На Кригуйгуне мы были втроем - компанию мне составили ответственный по
охране природы райисполкома Святого Лаврентия Гоша и орнитолог-любитель
Саша. Саша работал вертолетным механиком и оказывал неоценимую помощь
науке, подсаживая приезжих ученых на попутные рейсы. Только благодаря ему я
сумел в конце концов выбраться из Лаврентия после того, как облазил все
окрестности. Летать вертолетом над берегами Чукотки - огромное
удовольствие. Из-за низкой облачности приходится порой идти на высоте
нескольких метров, так что звери и птицы оказываются застигнутыми врасплох.

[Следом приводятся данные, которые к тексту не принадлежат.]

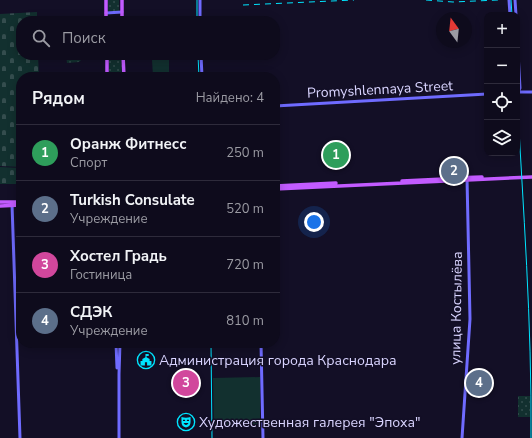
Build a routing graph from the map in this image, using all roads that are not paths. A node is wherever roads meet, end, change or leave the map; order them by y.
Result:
1 (106, 0) edge
2 (122, 0) edge
3 (200, 0) edge
4 (509, 0) edge
5 (515, 0) edge
6 (122, 12) junction
7 (510, 12) edge
8 (516, 12) edge
9 (106, 13) joint
10 (122, 16) edge
11 (200, 16) edge
12 (518, 48) edge
13 (107, 60) edge
14 (123, 60) edge
15 (201, 60) edge
16 (107, 72) edge
17 (124, 72) edge
18 (202, 72) edge
19 (520, 84) edge
20 (520, 88) edge
21 (520, 92) edge
22 (524, 92) junction
23 (532, 92) edge
24 (484, 94) edge
25 (280, 106) edge
26 (532, 176) edge
27 (467, 179) junction
28 (280, 187) edge
29 (0, 202) edge
30 (16, 203) edge
31 (12, 204) junction
32 (16, 204) edge
33 (0, 206) edge
34 (16, 321) edge
35 (17, 348) edge
36 (116, 348) edge
37 (120, 348) edge
38 (261, 348) edge
39 (20, 438) edge
40 (119, 438) edge
41 (263, 438) edge
42 (462, 438) edge

1 - 9 main road
2 - 6 main road
3 - 11 main road
4 - 7 main road
5 - 8 main road
6 - 9 main road
6 - 10 main road
12 - 19 main road
13 - 16 main road
14 - 17 main road
15 - 18 main road
20 - 22 main road
21 - 22 main road
22 - 23 main road
24 - 25 main road, Promyshlennaya Street
26 - 27 main road
27 - 28 main road
27 - 42 main road, улица Костылёва
29 - 31 main road
30 - 31 main road
31 - 32 main road
31 - 33 main road
31 - 34 main road
35 - 39 main road
36 - 40 main road
37 - 40 main road
38 - 41 main road

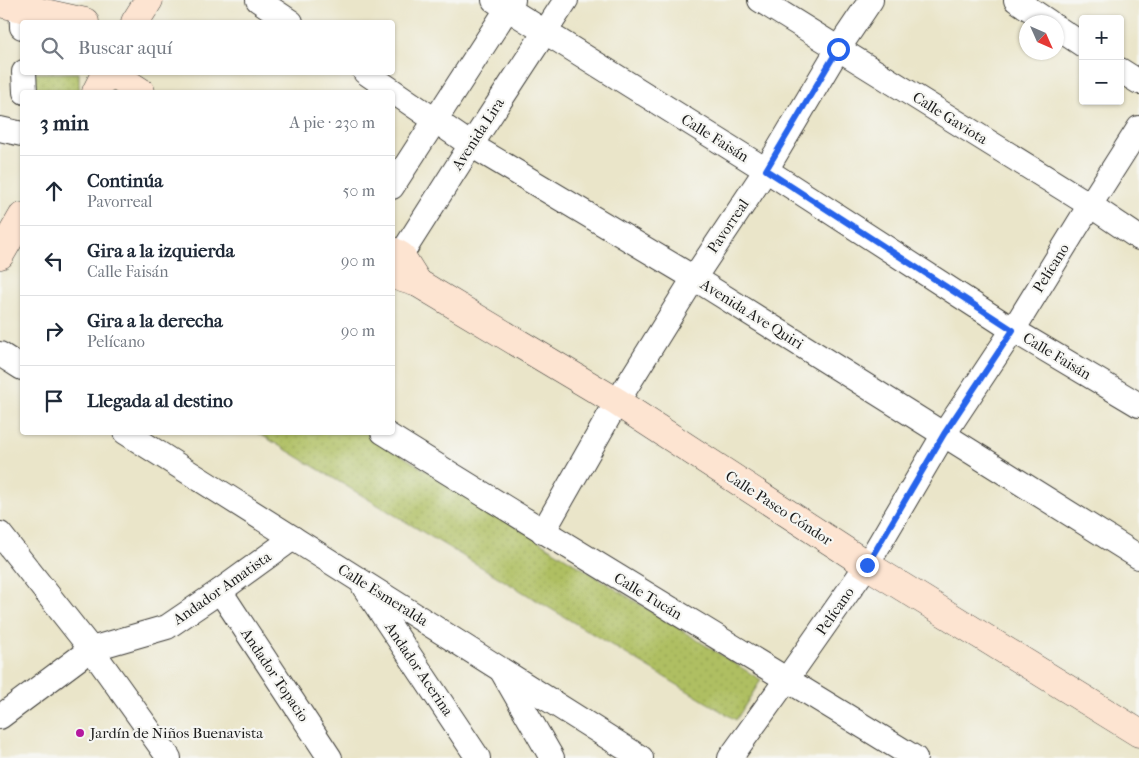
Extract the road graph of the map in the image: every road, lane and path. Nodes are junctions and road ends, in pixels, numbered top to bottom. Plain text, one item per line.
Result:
1 (149, 0) edge
2 (258, 0) edge
3 (566, 0) edge
4 (760, 0) edge
5 (871, 0) edge
6 (1016, 0) edge
7 (505, 3) edge
8 (16, 10) edge
9 (1039, 15) edge
10 (74, 20) edge
11 (136, 20) edge
12 (288, 20) edge
13 (545, 32) junction
14 (1064, 32) edge
15 (1079, 42) edge
16 (838, 49) junction
17 (1124, 73) edge
18 (24, 75) edge
19 (106, 75) edge
20 (113, 75) edge
21 (368, 75) edge
22 (1139, 82) edge
23 (25, 90) edge
24 (97, 90) edge
25 (139, 90) edge
26 (390, 90) edge
27 (395, 93) edge
28 (435, 121) junction
29 (1139, 128) edge
30 (0, 129) edge
31 (20, 134) edge
32 (471, 145) junction
33 (766, 170) junction
34 (395, 182) edge
35 (1090, 204) junction
36 (20, 224) edge
37 (1139, 238) edge
38 (0, 255) edge
39 (395, 263) edge
40 (694, 278) junction
41 (1013, 330) junction
42 (0, 354) edge
43 (20, 367) edge
44 (617, 402) junction
45 (1139, 405) edge
46 (944, 434) junction
47 (130, 435) edge
48 (387, 435) edge
49 (544, 532) junction
50 (0, 534) edge
51 (293, 538) junction
52 (1139, 557) edge
53 (867, 565) junction
54 (360, 580) junction
55 (220, 592) junction
56 (91, 649) junction
57 (500, 669) junction
58 (787, 679) junction
59 (0, 718) edge
60 (1139, 733) edge
61 (169, 758) edge
62 (330, 758) edge
63 (478, 758) edge
64 (552, 758) edge
65 (641, 758) edge
66 (730, 758) edge
67 (915, 758) edge

1 - 11 street
2 - 12 street
3 - 13 street, Avenida Lira
4 - 16 street, Calle Gaviota
5 - 16 street, Pavorreal
6 - 9 street
7 - 13 street, Calle Faisán
7 - 28 street
8 - 10 street
13 - 32 street, Avenida Lira
13 - 33 street, Calle Faisán
14 - 15 street
16 - 33 street, Pavorreal
16 - 35 street, Calle Gaviota
17 - 22 street
18 - 23 street
19 - 24 street
20 - 25 street
21 - 26 street, Avenida Ave Quiri
27 - 28 street, Avenida Ave Quiri
28 - 32 street, Avenida Ave Quiri
28 - 34 street
29 - 35 street, Pelícano
30 - 31 street
32 - 39 street, Avenida Lira
32 - 40 street, Avenida Ave Quiri
33 - 40 street, Pavorreal
33 - 41 street, Calle Faisán
35 - 37 street, Calle Gaviota
35 - 41 street, Pelícano
36 - 38 street
39 - 44 street, Calle Paseo Cóndor
40 - 44 street, Pavorreal
40 - 46 street, Avenida Ave Quiri
41 - 45 street, Calle Faisán
41 - 46 street, Pelícano
42 - 43 street
44 - 49 street, Pavorreal
44 - 53 street, Calle Paseo Cóndor
46 - 52 street, Avenida Ave Quiri
46 - 53 street, Pelícano
47 - 51 street, Calle Esmeralda
48 - 49 street, Calle Tucán
49 - 58 street, Calle Tucán
50 - 56 street
51 - 54 street, Calle Esmeralda
51 - 55 street, Andador Amatista
53 - 58 street, Pelícano
53 - 60 street, Calle Paseo Cóndor
54 - 57 street, Calle Esmeralda
54 - 63 street, Andador Acerina
55 - 56 street, Andador Amatista
55 - 62 street, Andador Topacio
56 - 59 street
56 - 61 street
57 - 64 street
57 - 65 street, Calle Esmeralda
58 - 66 street, Pelícano
58 - 67 street, Calle Tucán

Толстенькие нерпы в таких случаях опрометью кидаются к лункам во льду и
иногда, протискиваясь под воду вдвоем, застревают и отчаянно размахивают в
воздухе хвостами. Гуси-белошеи и канадские журавли не успевают взлететь и
прижимаются к земле, распластав крылья.
В поселке Провидения я снова застрял на неделю - ничего не летало из-за
погоды, и даже всесильный райком партии Св. Провидения не смог мне помочь.

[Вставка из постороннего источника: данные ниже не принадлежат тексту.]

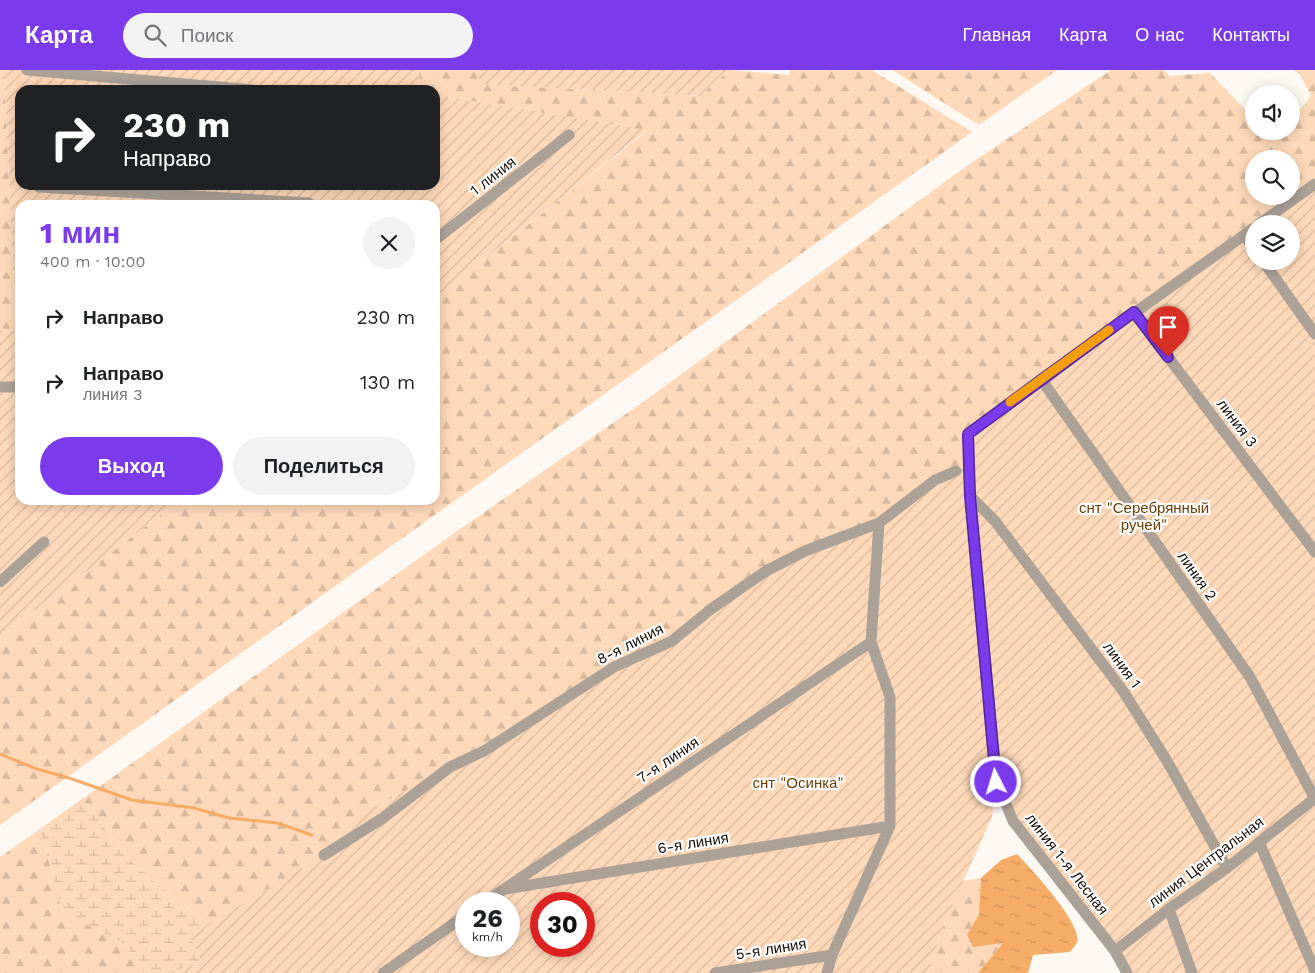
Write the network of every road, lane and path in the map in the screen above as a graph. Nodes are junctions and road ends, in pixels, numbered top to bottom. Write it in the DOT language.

Особенно раздражало, что маленькие частные самолетики американских туристов
прилетали и улетали каждый день, пересекая грозное Берингово море. Впрочем,
сидеть в Провидухе было достаточно интересно - поселок расположен в глубине
очень красивого фьорда со множеством птичьих базаров и прочего, так что там
есть, где погулять.
В один из дней я смотался на попутном грузовике до села Чаплино. На околице
села розовым пятнышком выделялась небольшая куртинка иван-чая, рядом с
которой сидел, уставившись в пространство, старый чукча.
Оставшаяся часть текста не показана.